BEGIN Given data

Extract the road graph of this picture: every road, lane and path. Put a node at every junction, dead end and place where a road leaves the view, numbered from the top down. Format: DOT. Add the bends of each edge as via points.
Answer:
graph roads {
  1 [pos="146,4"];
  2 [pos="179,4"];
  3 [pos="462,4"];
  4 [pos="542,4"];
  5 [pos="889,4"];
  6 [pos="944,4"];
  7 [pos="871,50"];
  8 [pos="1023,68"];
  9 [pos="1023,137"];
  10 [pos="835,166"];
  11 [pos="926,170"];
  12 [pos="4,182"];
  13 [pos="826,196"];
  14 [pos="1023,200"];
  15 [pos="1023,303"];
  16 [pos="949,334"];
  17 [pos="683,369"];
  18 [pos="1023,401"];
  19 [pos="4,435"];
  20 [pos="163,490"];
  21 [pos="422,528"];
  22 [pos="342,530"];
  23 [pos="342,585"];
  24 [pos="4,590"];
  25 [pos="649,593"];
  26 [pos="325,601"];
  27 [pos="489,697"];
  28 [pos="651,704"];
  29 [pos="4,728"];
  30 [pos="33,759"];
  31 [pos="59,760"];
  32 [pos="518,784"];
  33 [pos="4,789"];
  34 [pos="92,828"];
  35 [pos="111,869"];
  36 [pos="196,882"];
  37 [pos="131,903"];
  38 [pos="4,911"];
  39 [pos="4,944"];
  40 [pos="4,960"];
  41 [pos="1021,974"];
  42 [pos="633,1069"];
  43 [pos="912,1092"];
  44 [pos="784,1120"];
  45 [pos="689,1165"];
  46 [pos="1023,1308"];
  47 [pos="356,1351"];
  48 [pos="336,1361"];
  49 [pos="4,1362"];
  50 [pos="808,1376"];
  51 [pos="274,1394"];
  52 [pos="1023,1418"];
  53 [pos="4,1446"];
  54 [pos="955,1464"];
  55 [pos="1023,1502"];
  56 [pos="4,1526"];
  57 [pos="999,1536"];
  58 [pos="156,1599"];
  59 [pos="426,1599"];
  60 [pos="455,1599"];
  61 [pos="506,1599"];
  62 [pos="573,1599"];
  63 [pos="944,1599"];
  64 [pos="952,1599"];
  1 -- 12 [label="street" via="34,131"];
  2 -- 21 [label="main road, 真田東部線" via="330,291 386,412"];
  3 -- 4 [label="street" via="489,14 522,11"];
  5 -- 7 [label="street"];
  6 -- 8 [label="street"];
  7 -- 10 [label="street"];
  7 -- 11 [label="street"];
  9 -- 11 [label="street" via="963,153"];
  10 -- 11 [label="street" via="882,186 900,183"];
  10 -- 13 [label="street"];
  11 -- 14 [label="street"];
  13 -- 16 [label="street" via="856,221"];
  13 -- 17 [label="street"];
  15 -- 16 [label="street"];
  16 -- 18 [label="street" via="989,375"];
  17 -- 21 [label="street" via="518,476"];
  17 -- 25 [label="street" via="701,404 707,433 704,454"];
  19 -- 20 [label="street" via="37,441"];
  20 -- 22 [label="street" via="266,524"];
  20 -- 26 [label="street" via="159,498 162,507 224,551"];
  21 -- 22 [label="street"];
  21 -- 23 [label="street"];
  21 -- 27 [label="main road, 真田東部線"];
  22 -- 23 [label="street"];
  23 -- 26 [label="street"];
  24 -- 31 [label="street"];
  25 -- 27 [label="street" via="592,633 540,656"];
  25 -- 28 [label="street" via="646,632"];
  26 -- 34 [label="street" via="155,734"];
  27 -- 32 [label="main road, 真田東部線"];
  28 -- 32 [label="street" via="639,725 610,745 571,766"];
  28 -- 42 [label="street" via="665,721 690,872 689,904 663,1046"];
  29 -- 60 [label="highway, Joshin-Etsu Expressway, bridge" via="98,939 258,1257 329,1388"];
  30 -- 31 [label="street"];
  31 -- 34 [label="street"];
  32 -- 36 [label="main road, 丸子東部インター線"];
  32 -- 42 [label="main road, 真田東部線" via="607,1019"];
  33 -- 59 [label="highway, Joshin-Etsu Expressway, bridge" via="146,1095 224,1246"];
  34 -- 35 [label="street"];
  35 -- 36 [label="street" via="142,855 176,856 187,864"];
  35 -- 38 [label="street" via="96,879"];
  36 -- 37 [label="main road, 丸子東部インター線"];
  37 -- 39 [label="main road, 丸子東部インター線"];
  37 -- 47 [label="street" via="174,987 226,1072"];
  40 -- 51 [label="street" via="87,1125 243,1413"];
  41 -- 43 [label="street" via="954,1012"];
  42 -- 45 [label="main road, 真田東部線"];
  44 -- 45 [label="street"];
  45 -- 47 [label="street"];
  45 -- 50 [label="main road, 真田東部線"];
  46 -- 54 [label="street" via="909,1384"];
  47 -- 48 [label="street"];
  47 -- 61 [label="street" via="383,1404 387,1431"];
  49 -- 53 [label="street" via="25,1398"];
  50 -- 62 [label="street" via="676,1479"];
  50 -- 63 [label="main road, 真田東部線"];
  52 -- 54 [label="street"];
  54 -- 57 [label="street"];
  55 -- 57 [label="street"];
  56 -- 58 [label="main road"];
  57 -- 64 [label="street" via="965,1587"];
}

END Given data

**Your assignment**
Set down every entry once more, exactly as it was written above.

**Exercise response**
Extract the road graph of this picture: every road, lane and path. Put a node at every junction, dead end and place where a road leaves the view, numbered from the top down. Format: DOT. Add the bends of each edge as via points.
Answer:
graph roads {
  1 [pos="146,4"];
  2 [pos="179,4"];
  3 [pos="462,4"];
  4 [pos="542,4"];
  5 [pos="889,4"];
  6 [pos="944,4"];
  7 [pos="871,50"];
  8 [pos="1023,68"];
  9 [pos="1023,137"];
  10 [pos="835,166"];
  11 [pos="926,170"];
  12 [pos="4,182"];
  13 [pos="826,196"];
  14 [pos="1023,200"];
  15 [pos="1023,303"];
  16 [pos="949,334"];
  17 [pos="683,369"];
  18 [pos="1023,401"];
  19 [pos="4,435"];
  20 [pos="163,490"];
  21 [pos="422,528"];
  22 [pos="342,530"];
  23 [pos="342,585"];
  24 [pos="4,590"];
  25 [pos="649,593"];
  26 [pos="325,601"];
  27 [pos="489,697"];
  28 [pos="651,704"];
  29 [pos="4,728"];
  30 [pos="33,759"];
  31 [pos="59,760"];
  32 [pos="518,784"];
  33 [pos="4,789"];
  34 [pos="92,828"];
  35 [pos="111,869"];
  36 [pos="196,882"];
  37 [pos="131,903"];
  38 [pos="4,911"];
  39 [pos="4,944"];
  40 [pos="4,960"];
  41 [pos="1021,974"];
  42 [pos="633,1069"];
  43 [pos="912,1092"];
  44 [pos="784,1120"];
  45 [pos="689,1165"];
  46 [pos="1023,1308"];
  47 [pos="356,1351"];
  48 [pos="336,1361"];
  49 [pos="4,1362"];
  50 [pos="808,1376"];
  51 [pos="274,1394"];
  52 [pos="1023,1418"];
  53 [pos="4,1446"];
  54 [pos="955,1464"];
  55 [pos="1023,1502"];
  56 [pos="4,1526"];
  57 [pos="999,1536"];
  58 [pos="156,1599"];
  59 [pos="426,1599"];
  60 [pos="455,1599"];
  61 [pos="506,1599"];
  62 [pos="573,1599"];
  63 [pos="944,1599"];
  64 [pos="952,1599"];
  1 -- 12 [label="street" via="34,131"];
  2 -- 21 [label="main road, 真田東部線" via="330,291 386,412"];
  3 -- 4 [label="street" via="489,14 522,11"];
  5 -- 7 [label="street"];
  6 -- 8 [label="street"];
  7 -- 10 [label="street"];
  7 -- 11 [label="street"];
  9 -- 11 [label="street" via="963,153"];
  10 -- 11 [label="street" via="882,186 900,183"];
  10 -- 13 [label="street"];
  11 -- 14 [label="street"];
  13 -- 16 [label="street" via="856,221"];
  13 -- 17 [label="street"];
  15 -- 16 [label="street"];
  16 -- 18 [label="street" via="989,375"];
  17 -- 21 [label="street" via="518,476"];
  17 -- 25 [label="street" via="701,404 707,433 704,454"];
  19 -- 20 [label="street" via="37,441"];
  20 -- 22 [label="street" via="266,524"];
  20 -- 26 [label="street" via="159,498 162,507 224,551"];
  21 -- 22 [label="street"];
  21 -- 23 [label="street"];
  21 -- 27 [label="main road, 真田東部線"];
  22 -- 23 [label="street"];
  23 -- 26 [label="street"];
  24 -- 31 [label="street"];
  25 -- 27 [label="street" via="592,633 540,656"];
  25 -- 28 [label="street" via="646,632"];
  26 -- 34 [label="street" via="155,734"];
  27 -- 32 [label="main road, 真田東部線"];
  28 -- 32 [label="street" via="639,725 610,745 571,766"];
  28 -- 42 [label="street" via="665,721 690,872 689,904 663,1046"];
  29 -- 60 [label="highway, Joshin-Etsu Expressway, bridge" via="98,939 258,1257 329,1388"];
  30 -- 31 [label="street"];
  31 -- 34 [label="street"];
  32 -- 36 [label="main road, 丸子東部インター線"];
  32 -- 42 [label="main road, 真田東部線" via="607,1019"];
  33 -- 59 [label="highway, Joshin-Etsu Expressway, bridge" via="146,1095 224,1246"];
  34 -- 35 [label="street"];
  35 -- 36 [label="street" via="142,855 176,856 187,864"];
  35 -- 38 [label="street" via="96,879"];
  36 -- 37 [label="main road, 丸子東部インター線"];
  37 -- 39 [label="main road, 丸子東部インター線"];
  37 -- 47 [label="street" via="174,987 226,1072"];
  40 -- 51 [label="street" via="87,1125 243,1413"];
  41 -- 43 [label="street" via="954,1012"];
  42 -- 45 [label="main road, 真田東部線"];
  44 -- 45 [label="street"];
  45 -- 47 [label="street"];
  45 -- 50 [label="main road, 真田東部線"];
  46 -- 54 [label="street" via="909,1384"];
  47 -- 48 [label="street"];
  47 -- 61 [label="street" via="383,1404 387,1431"];
  49 -- 53 [label="street" via="25,1398"];
  50 -- 62 [label="street" via="676,1479"];
  50 -- 63 [label="main road, 真田東部線"];
  52 -- 54 [label="street"];
  54 -- 57 [label="street"];
  55 -- 57 [label="street"];
  56 -- 58 [label="main road"];
  57 -- 64 [label="street" via="965,1587"];
}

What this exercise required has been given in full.